[Stored data entries]

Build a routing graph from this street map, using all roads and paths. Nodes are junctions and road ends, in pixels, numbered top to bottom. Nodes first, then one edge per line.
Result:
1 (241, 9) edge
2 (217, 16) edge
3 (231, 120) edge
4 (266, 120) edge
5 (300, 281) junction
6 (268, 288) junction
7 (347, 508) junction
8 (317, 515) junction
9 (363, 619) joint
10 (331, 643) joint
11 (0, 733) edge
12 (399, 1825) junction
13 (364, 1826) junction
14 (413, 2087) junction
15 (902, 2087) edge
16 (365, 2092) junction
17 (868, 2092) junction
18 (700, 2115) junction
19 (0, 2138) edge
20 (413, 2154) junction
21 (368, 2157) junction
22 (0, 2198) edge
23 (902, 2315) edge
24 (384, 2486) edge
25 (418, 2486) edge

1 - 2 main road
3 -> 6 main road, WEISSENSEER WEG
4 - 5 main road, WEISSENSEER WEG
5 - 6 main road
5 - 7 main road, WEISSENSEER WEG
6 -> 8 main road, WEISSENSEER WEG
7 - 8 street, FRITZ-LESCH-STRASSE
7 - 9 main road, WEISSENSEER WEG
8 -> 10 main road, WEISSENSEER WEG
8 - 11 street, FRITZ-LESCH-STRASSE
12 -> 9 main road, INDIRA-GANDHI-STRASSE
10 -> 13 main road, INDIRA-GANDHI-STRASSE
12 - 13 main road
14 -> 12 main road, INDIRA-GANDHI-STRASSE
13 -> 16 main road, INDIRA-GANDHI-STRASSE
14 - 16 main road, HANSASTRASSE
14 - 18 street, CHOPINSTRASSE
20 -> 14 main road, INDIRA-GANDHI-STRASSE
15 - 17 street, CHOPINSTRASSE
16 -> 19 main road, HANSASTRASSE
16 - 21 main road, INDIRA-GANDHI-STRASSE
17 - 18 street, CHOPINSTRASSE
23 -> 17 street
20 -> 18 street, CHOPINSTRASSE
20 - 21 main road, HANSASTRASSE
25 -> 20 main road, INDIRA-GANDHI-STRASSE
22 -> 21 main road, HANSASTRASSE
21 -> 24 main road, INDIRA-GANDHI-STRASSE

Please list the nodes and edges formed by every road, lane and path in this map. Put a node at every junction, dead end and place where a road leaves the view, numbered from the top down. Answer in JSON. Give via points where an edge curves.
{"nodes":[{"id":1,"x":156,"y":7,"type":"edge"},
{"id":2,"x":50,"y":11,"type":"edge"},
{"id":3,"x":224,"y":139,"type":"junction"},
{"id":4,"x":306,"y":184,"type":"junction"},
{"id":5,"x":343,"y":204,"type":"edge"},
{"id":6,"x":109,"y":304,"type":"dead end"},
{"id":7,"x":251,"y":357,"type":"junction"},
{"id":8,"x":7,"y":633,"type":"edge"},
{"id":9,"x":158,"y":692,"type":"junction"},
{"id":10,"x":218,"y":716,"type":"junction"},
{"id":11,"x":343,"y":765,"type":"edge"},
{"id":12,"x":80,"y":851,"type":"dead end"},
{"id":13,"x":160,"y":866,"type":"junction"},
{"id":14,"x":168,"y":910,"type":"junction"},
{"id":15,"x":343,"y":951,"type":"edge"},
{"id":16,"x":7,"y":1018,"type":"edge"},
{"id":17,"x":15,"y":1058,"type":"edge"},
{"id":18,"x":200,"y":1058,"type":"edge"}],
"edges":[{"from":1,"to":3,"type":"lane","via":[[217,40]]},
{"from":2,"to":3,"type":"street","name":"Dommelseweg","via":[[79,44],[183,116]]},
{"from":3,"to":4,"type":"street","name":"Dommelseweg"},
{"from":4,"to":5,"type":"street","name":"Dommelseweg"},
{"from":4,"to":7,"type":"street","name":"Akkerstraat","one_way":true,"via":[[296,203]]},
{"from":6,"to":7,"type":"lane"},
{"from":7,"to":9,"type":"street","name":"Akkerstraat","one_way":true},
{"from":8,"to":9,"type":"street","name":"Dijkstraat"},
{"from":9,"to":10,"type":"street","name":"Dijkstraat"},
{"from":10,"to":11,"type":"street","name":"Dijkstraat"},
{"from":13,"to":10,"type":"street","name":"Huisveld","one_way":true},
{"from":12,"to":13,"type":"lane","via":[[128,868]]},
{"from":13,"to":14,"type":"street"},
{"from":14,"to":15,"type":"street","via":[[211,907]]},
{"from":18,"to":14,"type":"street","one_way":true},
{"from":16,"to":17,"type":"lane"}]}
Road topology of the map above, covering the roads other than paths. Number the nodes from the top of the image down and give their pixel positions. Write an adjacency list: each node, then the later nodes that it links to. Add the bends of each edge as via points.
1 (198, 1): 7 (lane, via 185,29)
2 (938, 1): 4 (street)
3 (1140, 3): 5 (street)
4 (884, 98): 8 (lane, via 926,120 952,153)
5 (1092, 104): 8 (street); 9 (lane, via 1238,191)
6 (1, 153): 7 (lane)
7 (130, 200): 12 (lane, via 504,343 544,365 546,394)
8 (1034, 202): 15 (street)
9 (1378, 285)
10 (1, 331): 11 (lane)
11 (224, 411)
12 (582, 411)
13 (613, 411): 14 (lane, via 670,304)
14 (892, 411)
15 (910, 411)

→ **Exercise objective**: Within the entries, find all lines holding "paths" and copy each one.

→ **Result of the task**:
Build a routing graph from this street map, using all roads and paths. Nodes are junctions and road ends, in pixels, numbered top to bottom. Nodes first, then one edge per line.
Road topology of the map above, covering the roads other than paths. Number the nodes from the top of the image down and give their pixel positions. Write an adjacency list: each node, then the later nodes that it links to. Add the bends of each edge as via points.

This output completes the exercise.